More on the Ranking System

January 21, 2011

I had a conversation with Heidi a couple of days ago that has been on my mind since.

Among other things, I was thanking her for her recent comment on this here blog and was reminded of Alicia.

Alicia provided tremendous encouragement when I first started blogging. She requested and published my rumination on booze and what our choices might say about us.

That day, Alicia wrote this to me:

“Today you will find out who your real friends are in the Twitterverse. They will retweet you and/or publicly celebrate the fact that you have the gift of words.

The ones who remain conspicuously silent will disappoint. Take it as a backhanded compliment: Your success today highlights some real or imagined inadequacy that they have.

Either way, you win.”

At the time, I thought it was lovely and generous. A year later, it’s so much more.

It occurs to me that it’s a continuation of the ranking system I introduced as rationale for leaving Facebook. In it, I wrote,

“There are one hundred thousand reasons why some fall off the radar but only one reason why others don’t.

Because you don’t let them.”

We can spout what great friends we are all day long, but our actions define us. How do you evidence your friendship?

It’s wonderful to always take their call and be available and supportive. Invaluable even. But what do you proactively do? You call them, of course. You make the time to reach out, to feel around in some mounting darkness to grasp their hand and hold it tight. You make an effort.

In bloggerverse terms, I have a suggestion.

Comment.

Post a comment on blogs written by your friends.

They labor over theirs just like you labor over yours and feedback is incredibly gratifying and encouraging. A comment shows your friends that you support them and want them to succeed.  Granted we only have so many hours in the day and can’t feasibly read everyone’s every post. No one should blame you for not doing that, but everyone will value you for trying.

Also, subscribe. I am giddy when I receive an email that Dorothy has published a new post.
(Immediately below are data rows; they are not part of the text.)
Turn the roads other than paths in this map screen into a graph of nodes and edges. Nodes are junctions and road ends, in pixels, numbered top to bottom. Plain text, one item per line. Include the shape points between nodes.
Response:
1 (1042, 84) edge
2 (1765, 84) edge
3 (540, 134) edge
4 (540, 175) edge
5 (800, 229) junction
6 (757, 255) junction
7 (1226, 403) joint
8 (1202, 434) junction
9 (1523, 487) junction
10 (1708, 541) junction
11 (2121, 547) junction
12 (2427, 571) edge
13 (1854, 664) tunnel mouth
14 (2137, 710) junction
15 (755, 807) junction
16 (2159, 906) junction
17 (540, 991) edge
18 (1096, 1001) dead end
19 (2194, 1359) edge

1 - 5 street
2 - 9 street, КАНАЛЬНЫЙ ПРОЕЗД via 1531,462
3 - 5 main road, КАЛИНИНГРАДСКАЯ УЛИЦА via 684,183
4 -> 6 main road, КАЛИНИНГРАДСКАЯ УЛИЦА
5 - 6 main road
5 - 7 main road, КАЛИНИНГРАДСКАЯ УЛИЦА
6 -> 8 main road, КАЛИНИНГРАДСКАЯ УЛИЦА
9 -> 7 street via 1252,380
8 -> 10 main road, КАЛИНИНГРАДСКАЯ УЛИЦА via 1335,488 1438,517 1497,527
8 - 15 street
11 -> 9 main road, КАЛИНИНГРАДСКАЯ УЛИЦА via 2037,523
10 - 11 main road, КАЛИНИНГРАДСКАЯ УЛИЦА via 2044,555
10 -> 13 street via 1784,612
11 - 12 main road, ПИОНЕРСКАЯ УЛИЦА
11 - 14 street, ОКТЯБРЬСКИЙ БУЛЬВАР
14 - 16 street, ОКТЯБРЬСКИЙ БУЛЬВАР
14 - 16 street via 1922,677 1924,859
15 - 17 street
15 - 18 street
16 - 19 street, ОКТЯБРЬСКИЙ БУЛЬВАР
I can’t wait to read it and offer even a simple acknowledgement of her work. I’m not so good at checking Google Reader every day. Admittedly, the email option makes it much easier for me to prioritize my time to ensure that I let her know how much her friendship means to me.

Ranking system.

I’m so grateful to my friends who take the time to share their wisdom on FeliciaCago Land. I plan to practice what I’m preaching here much more in 2011.

Because you’re worth it.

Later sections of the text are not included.